Some of the ideas presented had real potential, from a business perspective. CannaKorp, by adopting Keurig's successful product model, is positioning itself for adoption by an older demographic of medical marijuana consumers who'd be into having a sophisticated, dedicated appliance for imbibing. HelioSpectra is dedicated to developing LED lighting systems for grow houses; LEDs are much more energy-efficient than a lot of lighting systems currently being used, both reducing a facility's carbon footprint while minimizing electrical costs. (The cannabis industry currently uses 1 percent of the nation's electricity, which is no small amount considering the industry's relative size.)
But as I milled around the company booths after presentations were over, watching a sea of identical-looking men shake hands, I wondered if the industry is really going to end up looking like this. Here were a bunch of people who didn't seem to care much about either the fraught sociopolitical history of cannabis or the basic spirit of the substance. And who definitely didn't address it.
Of course, not every player currently in the cannabis industry is like this. Motherboard sister site Broadly recently visited a weed wedding expo in Colorado, and the entrepreneurs there seemed like a more fun-loving, potentially empathetic crowd. But in the eyes of the classic American businessperson, these mom-and-pop outfits aren't making the money they could be. The next wave is looking to bring rigorous quality control, professional marketing, and vertical integration to the industry.
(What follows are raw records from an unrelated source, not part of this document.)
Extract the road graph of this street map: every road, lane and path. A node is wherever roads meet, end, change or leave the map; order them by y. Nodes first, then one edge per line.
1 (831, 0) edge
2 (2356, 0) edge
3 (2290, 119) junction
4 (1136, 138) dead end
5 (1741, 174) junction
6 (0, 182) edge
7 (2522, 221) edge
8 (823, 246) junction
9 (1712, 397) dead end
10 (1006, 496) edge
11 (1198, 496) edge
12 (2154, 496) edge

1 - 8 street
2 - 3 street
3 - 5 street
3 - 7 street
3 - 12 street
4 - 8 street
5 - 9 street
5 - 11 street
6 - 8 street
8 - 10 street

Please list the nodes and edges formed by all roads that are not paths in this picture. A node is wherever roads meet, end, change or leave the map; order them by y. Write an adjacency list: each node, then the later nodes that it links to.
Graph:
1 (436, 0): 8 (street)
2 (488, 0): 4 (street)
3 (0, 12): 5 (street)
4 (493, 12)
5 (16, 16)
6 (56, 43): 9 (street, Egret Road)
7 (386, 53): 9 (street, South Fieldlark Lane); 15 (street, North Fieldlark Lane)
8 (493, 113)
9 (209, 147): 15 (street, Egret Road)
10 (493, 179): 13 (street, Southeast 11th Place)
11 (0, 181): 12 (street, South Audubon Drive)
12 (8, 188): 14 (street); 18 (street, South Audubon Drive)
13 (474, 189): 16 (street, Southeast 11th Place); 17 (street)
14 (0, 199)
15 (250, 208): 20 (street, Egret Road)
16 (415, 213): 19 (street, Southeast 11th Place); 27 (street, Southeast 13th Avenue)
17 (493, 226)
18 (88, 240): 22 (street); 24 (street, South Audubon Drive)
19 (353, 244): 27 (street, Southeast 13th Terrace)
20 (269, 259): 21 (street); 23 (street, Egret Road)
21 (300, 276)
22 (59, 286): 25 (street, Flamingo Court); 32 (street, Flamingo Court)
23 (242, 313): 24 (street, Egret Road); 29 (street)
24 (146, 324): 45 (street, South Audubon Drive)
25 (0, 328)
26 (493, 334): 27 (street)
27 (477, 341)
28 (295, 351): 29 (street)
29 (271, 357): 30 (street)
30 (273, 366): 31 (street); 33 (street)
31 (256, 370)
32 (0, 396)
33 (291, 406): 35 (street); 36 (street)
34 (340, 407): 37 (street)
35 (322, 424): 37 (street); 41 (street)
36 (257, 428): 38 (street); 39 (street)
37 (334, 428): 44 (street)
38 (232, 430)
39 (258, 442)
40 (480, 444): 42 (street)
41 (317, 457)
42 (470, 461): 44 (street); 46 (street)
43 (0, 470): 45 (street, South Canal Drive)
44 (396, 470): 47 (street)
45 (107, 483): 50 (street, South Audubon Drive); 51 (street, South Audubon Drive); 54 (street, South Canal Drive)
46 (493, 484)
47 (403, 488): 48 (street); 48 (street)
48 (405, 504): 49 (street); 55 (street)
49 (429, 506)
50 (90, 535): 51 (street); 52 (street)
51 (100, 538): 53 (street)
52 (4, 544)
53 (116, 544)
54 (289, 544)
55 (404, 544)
"A lot of times we get caught up in America thinking we can only talk about subjects in one way, when the subject of cannabis is so interesting because it's a catch-all."
One would hope there could be space for both types of venture in the near future, or that middle-ground companies like AltMed, which are at least interested in giving back to the community by increasing awareness, would take a sizeable chunk of the market share. With recreational marijuana, there will always be an appeal to using boutique, sui generis products, because recreational weed is still considered more of a luxury item.
But with medical cannabis, the Big Pharma equivalents could end up taking all. At the end of the day, business is business. Viridian is as much the color of money as it is the color of marijuana. So what does it mean, exactly, when a business owner doesn't have direct firsthand experience with his product?
As Reader told me, "Would you be asking the same question of someone who started a store to sell gift wrapping?"
But after hours of presentations, this was the burning question that remained. I went to every occupied booth—there were at least a half-dozen—found one of the company's representatives, and asked if they smoked bud. In the hopes of promoting honesty, I didn't record them and I promised neither their name nor their company's name would be associated with their answer.
One guy, who actually turned out to be the "cannabis tester" for CannaKorp—what a job—said yes. Everyone else said no. A few seemed annoyed that I would even ask the question.
But why should it matter? Cannabis is an extremely multifaceted business, and when you examine it critically you have to take many factors into account, as James told me.
"A lot of times we get caught up in America thinking we can only talk about subjects in one way, when the subject of cannabis is so interesting because it's a catch-all," she said. "It's about jobs, it's about money, it's about healthcare, it's about cancer, it's about social justice, it's about mass incarceration, it's about new forms of revenue. I mean, it's about so many things."